Records Block Start

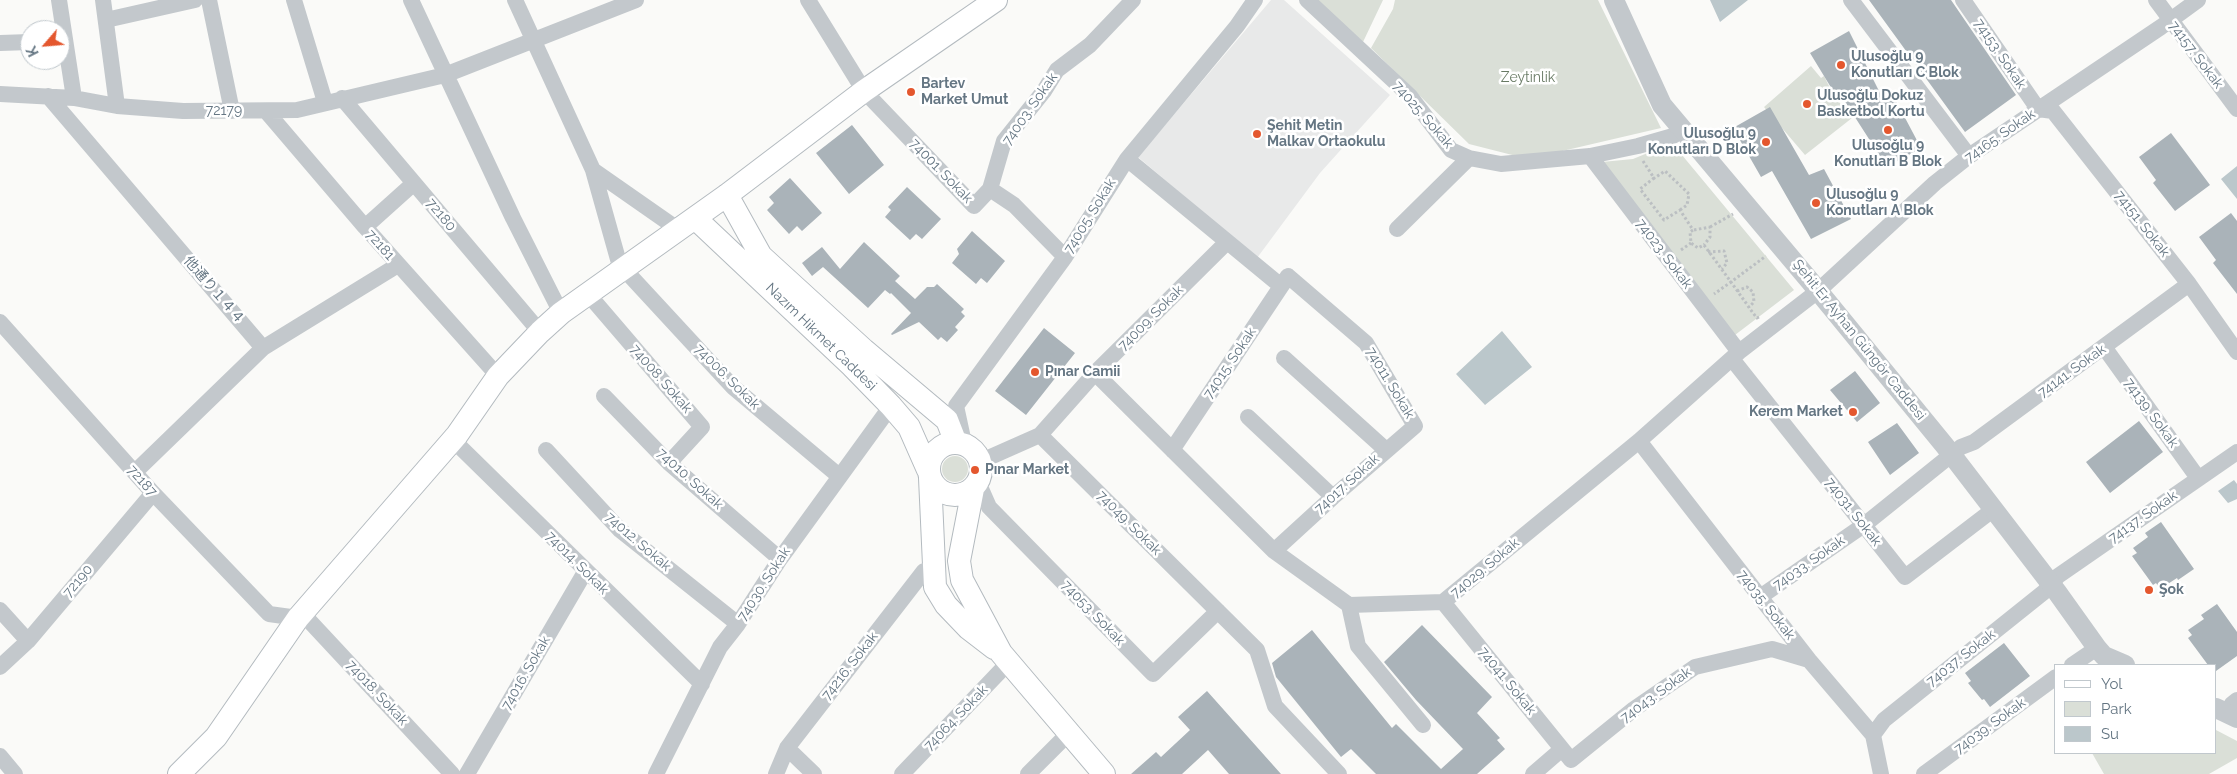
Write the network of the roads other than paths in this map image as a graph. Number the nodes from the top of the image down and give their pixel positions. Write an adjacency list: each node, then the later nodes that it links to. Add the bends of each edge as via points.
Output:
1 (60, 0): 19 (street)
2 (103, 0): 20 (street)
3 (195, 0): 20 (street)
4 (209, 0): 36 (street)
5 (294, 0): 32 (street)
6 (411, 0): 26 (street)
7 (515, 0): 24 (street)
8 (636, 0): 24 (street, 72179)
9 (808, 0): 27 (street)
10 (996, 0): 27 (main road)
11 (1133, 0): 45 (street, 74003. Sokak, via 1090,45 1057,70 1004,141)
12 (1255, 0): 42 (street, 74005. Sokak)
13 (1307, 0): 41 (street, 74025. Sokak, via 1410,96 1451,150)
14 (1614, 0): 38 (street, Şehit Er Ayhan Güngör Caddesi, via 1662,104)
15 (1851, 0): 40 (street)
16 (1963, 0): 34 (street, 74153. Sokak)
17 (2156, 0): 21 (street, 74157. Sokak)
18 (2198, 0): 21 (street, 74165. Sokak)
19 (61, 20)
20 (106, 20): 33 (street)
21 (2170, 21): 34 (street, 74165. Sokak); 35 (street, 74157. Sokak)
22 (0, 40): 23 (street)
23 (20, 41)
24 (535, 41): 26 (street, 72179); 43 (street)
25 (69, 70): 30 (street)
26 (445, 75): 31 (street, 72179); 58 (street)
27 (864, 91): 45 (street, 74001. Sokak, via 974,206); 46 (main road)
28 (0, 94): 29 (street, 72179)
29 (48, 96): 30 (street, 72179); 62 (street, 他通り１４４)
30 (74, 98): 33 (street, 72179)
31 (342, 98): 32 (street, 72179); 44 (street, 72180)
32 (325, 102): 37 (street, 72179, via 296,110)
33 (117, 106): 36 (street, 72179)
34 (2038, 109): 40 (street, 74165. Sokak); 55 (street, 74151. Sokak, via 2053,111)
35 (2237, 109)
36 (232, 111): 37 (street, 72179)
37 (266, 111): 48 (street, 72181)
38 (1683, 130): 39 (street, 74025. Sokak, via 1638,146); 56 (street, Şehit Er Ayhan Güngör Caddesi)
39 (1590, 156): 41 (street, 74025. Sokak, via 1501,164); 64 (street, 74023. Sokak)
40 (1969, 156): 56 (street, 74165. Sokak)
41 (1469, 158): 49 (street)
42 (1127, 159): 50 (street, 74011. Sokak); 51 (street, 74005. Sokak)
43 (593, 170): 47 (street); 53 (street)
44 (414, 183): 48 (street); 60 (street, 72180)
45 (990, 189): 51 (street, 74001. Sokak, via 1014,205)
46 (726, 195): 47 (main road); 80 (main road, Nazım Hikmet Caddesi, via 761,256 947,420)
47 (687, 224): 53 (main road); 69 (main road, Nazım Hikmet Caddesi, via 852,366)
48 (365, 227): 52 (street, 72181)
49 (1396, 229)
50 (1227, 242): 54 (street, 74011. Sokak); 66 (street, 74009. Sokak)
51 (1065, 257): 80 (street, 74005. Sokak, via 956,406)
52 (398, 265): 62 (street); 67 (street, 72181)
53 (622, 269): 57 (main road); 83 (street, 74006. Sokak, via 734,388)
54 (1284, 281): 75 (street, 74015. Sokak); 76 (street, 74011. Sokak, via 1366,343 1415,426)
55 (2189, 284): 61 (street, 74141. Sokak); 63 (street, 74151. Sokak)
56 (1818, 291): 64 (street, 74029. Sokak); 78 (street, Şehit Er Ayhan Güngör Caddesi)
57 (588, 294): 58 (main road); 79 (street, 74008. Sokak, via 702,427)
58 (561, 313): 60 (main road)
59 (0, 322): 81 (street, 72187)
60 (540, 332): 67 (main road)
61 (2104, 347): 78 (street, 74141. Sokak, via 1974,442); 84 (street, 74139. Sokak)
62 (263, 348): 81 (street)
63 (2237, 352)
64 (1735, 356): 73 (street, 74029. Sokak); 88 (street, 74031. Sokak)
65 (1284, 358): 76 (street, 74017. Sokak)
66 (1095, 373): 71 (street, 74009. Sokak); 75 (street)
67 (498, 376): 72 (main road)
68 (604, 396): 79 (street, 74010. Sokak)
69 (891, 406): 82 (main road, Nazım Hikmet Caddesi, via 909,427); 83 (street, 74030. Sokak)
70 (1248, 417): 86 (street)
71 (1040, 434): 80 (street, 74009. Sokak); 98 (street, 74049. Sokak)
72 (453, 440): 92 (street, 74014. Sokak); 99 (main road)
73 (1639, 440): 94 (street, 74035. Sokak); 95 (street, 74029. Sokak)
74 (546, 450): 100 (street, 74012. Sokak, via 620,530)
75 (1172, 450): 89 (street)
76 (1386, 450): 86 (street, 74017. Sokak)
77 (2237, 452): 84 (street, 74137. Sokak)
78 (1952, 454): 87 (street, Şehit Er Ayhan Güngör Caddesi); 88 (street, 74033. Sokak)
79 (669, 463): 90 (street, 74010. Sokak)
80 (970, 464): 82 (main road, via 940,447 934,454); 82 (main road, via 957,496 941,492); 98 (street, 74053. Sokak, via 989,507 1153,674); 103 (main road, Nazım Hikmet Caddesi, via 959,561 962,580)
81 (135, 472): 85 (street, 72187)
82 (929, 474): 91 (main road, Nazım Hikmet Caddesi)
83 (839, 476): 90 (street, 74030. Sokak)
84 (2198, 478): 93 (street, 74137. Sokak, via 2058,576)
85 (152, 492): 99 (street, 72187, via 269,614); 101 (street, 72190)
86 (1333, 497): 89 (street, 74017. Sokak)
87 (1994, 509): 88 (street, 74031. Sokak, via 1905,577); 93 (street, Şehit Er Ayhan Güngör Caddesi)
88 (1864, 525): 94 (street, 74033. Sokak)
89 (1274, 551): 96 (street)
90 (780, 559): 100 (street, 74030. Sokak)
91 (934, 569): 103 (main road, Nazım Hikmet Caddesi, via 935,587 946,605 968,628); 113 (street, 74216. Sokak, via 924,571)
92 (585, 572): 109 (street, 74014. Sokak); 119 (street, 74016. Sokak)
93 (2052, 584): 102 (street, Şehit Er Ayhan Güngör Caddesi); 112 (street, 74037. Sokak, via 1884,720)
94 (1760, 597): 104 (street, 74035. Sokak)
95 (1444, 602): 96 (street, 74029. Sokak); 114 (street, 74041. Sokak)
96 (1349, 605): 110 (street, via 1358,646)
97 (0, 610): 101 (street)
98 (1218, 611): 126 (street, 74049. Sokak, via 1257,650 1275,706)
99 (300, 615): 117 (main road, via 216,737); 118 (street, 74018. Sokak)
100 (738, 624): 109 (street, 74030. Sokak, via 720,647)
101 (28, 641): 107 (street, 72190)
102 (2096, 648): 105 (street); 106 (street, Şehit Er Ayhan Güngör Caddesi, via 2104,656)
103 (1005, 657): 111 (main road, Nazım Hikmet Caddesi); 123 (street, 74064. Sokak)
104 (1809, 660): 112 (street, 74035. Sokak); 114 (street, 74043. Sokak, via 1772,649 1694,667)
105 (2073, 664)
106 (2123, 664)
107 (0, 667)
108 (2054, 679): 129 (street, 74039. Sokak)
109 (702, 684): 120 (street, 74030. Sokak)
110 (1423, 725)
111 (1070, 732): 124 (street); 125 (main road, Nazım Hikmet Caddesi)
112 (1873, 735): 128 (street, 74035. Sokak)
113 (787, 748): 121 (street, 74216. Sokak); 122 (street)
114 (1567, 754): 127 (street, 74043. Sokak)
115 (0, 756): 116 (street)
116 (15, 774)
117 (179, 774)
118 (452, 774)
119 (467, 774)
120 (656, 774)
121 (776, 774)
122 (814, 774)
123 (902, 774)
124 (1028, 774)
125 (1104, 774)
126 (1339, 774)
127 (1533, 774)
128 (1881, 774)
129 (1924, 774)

Records Block End

Nothing but the pictures should be left out when the material above is copied.

Write the network of the roads other than paths in this map image as a graph. Number the nodes from the top of the image down and give their pixel positions. Write an adjacency list: each node, then the later nodes that it links to. Add the bends of each edge as via points.
Output:
1 (60, 0): 19 (street)
2 (103, 0): 20 (street)
3 (195, 0): 20 (street)
4 (209, 0): 36 (street)
5 (294, 0): 32 (street)
6 (411, 0): 26 (street)
7 (515, 0): 24 (street)
8 (636, 0): 24 (street, 72179)
9 (808, 0): 27 (street)
10 (996, 0): 27 (main road)
11 (1133, 0): 45 (street, 74003. Sokak, via 1090,45 1057,70 1004,141)
12 (1255, 0): 42 (street, 74005. Sokak)
13 (1307, 0): 41 (street, 74025. Sokak, via 1410,96 1451,150)
14 (1614, 0): 38 (street, Şehit Er Ayhan Güngör Caddesi, via 1662,104)
15 (1851, 0): 40 (street)
16 (1963, 0): 34 (street, 74153. Sokak)
17 (2156, 0): 21 (street, 74157. Sokak)
18 (2198, 0): 21 (street, 74165. Sokak)
19 (61, 20)
20 (106, 20): 33 (street)
21 (2170, 21): 34 (street, 74165. Sokak); 35 (street, 74157. Sokak)
22 (0, 40): 23 (street)
23 (20, 41)
24 (535, 41): 26 (street, 72179); 43 (street)
25 (69, 70): 30 (street)
26 (445, 75): 31 (street, 72179); 58 (street)
27 (864, 91): 45 (street, 74001. Sokak, via 974,206); 46 (main road)
28 (0, 94): 29 (street, 72179)
29 (48, 96): 30 (street, 72179); 62 (street, 他通り１４４)
30 (74, 98): 33 (street, 72179)
31 (342, 98): 32 (street, 72179); 44 (street, 72180)
32 (325, 102): 37 (street, 72179, via 296,110)
33 (117, 106): 36 (street, 72179)
34 (2038, 109): 40 (street, 74165. Sokak); 55 (street, 74151. Sokak, via 2053,111)
35 (2237, 109)
36 (232, 111): 37 (street, 72179)
37 (266, 111): 48 (street, 72181)
38 (1683, 130): 39 (street, 74025. Sokak, via 1638,146); 56 (street, Şehit Er Ayhan Güngör Caddesi)
39 (1590, 156): 41 (street, 74025. Sokak, via 1501,164); 64 (street, 74023. Sokak)
40 (1969, 156): 56 (street, 74165. Sokak)
41 (1469, 158): 49 (street)
42 (1127, 159): 50 (street, 74011. Sokak); 51 (street, 74005. Sokak)
43 (593, 170): 47 (street); 53 (street)
44 (414, 183): 48 (street); 60 (street, 72180)
45 (990, 189): 51 (street, 74001. Sokak, via 1014,205)
46 (726, 195): 47 (main road); 80 (main road, Nazım Hikmet Caddesi, via 761,256 947,420)
47 (687, 224): 53 (main road); 69 (main road, Nazım Hikmet Caddesi, via 852,366)
48 (365, 227): 52 (street, 72181)
49 (1396, 229)
50 (1227, 242): 54 (street, 74011. Sokak); 66 (street, 74009. Sokak)
51 (1065, 257): 80 (street, 74005. Sokak, via 956,406)
52 (398, 265): 62 (street); 67 (street, 72181)
53 (622, 269): 57 (main road); 83 (street, 74006. Sokak, via 734,388)
54 (1284, 281): 75 (street, 74015. Sokak); 76 (street, 74011. Sokak, via 1366,343 1415,426)
55 (2189, 284): 61 (street, 74141. Sokak); 63 (street, 74151. Sokak)
56 (1818, 291): 64 (street, 74029. Sokak); 78 (street, Şehit Er Ayhan Güngör Caddesi)
57 (588, 294): 58 (main road); 79 (street, 74008. Sokak, via 702,427)
58 (561, 313): 60 (main road)
59 (0, 322): 81 (street, 72187)
60 (540, 332): 67 (main road)
61 (2104, 347): 78 (street, 74141. Sokak, via 1974,442); 84 (street, 74139. Sokak)
62 (263, 348): 81 (street)
63 (2237, 352)
64 (1735, 356): 73 (street, 74029. Sokak); 88 (street, 74031. Sokak)
65 (1284, 358): 76 (street, 74017. Sokak)
66 (1095, 373): 71 (street, 74009. Sokak); 75 (street)
67 (498, 376): 72 (main road)
68 (604, 396): 79 (street, 74010. Sokak)
69 (891, 406): 82 (main road, Nazım Hikmet Caddesi, via 909,427); 83 (street, 74030. Sokak)
70 (1248, 417): 86 (street)
71 (1040, 434): 80 (street, 74009. Sokak); 98 (street, 74049. Sokak)
72 (453, 440): 92 (street, 74014. Sokak); 99 (main road)
73 (1639, 440): 94 (street, 74035. Sokak); 95 (street, 74029. Sokak)
74 (546, 450): 100 (street, 74012. Sokak, via 620,530)
75 (1172, 450): 89 (street)
76 (1386, 450): 86 (street, 74017. Sokak)
77 (2237, 452): 84 (street, 74137. Sokak)
78 (1952, 454): 87 (street, Şehit Er Ayhan Güngör Caddesi); 88 (street, 74033. Sokak)
79 (669, 463): 90 (street, 74010. Sokak)
80 (970, 464): 82 (main road, via 940,447 934,454); 82 (main road, via 957,496 941,492); 98 (street, 74053. Sokak, via 989,507 1153,674); 103 (main road, Nazım Hikmet Caddesi, via 959,561 962,580)
81 (135, 472): 85 (street, 72187)
82 (929, 474): 91 (main road, Nazım Hikmet Caddesi)
83 (839, 476): 90 (street, 74030. Sokak)
84 (2198, 478): 93 (street, 74137. Sokak, via 2058,576)
85 (152, 492): 99 (street, 72187, via 269,614); 101 (street, 72190)
86 (1333, 497): 89 (street, 74017. Sokak)
87 (1994, 509): 88 (street, 74031. Sokak, via 1905,577); 93 (street, Şehit Er Ayhan Güngör Caddesi)
88 (1864, 525): 94 (street, 74033. Sokak)
89 (1274, 551): 96 (street)
90 (780, 559): 100 (street, 74030. Sokak)
91 (934, 569): 103 (main road, Nazım Hikmet Caddesi, via 935,587 946,605 968,628); 113 (street, 74216. Sokak, via 924,571)
92 (585, 572): 109 (street, 74014. Sokak); 119 (street, 74016. Sokak)
93 (2052, 584): 102 (street, Şehit Er Ayhan Güngör Caddesi); 112 (street, 74037. Sokak, via 1884,720)
94 (1760, 597): 104 (street, 74035. Sokak)
95 (1444, 602): 96 (street, 74029. Sokak); 114 (street, 74041. Sokak)
96 (1349, 605): 110 (street, via 1358,646)
97 (0, 610): 101 (street)
98 (1218, 611): 126 (street, 74049. Sokak, via 1257,650 1275,706)
99 (300, 615): 117 (main road, via 216,737); 118 (street, 74018. Sokak)
100 (738, 624): 109 (street, 74030. Sokak, via 720,647)
101 (28, 641): 107 (street, 72190)
102 (2096, 648): 105 (street); 106 (street, Şehit Er Ayhan Güngör Caddesi, via 2104,656)
103 (1005, 657): 111 (main road, Nazım Hikmet Caddesi); 123 (street, 74064. Sokak)
104 (1809, 660): 112 (street, 74035. Sokak); 114 (street, 74043. Sokak, via 1772,649 1694,667)
105 (2073, 664)
106 (2123, 664)
107 (0, 667)
108 (2054, 679): 129 (street, 74039. Sokak)
109 (702, 684): 120 (street, 74030. Sokak)
110 (1423, 725)
111 (1070, 732): 124 (street); 125 (main road, Nazım Hikmet Caddesi)
112 (1873, 735): 128 (street, 74035. Sokak)
113 (787, 748): 121 (street, 74216. Sokak); 122 (street)
114 (1567, 754): 127 (street, 74043. Sokak)
115 (0, 756): 116 (street)
116 (15, 774)
117 (179, 774)
118 (452, 774)
119 (467, 774)
120 (656, 774)
121 (776, 774)
122 (814, 774)
123 (902, 774)
124 (1028, 774)
125 (1104, 774)
126 (1339, 774)
127 (1533, 774)
128 (1881, 774)
129 (1924, 774)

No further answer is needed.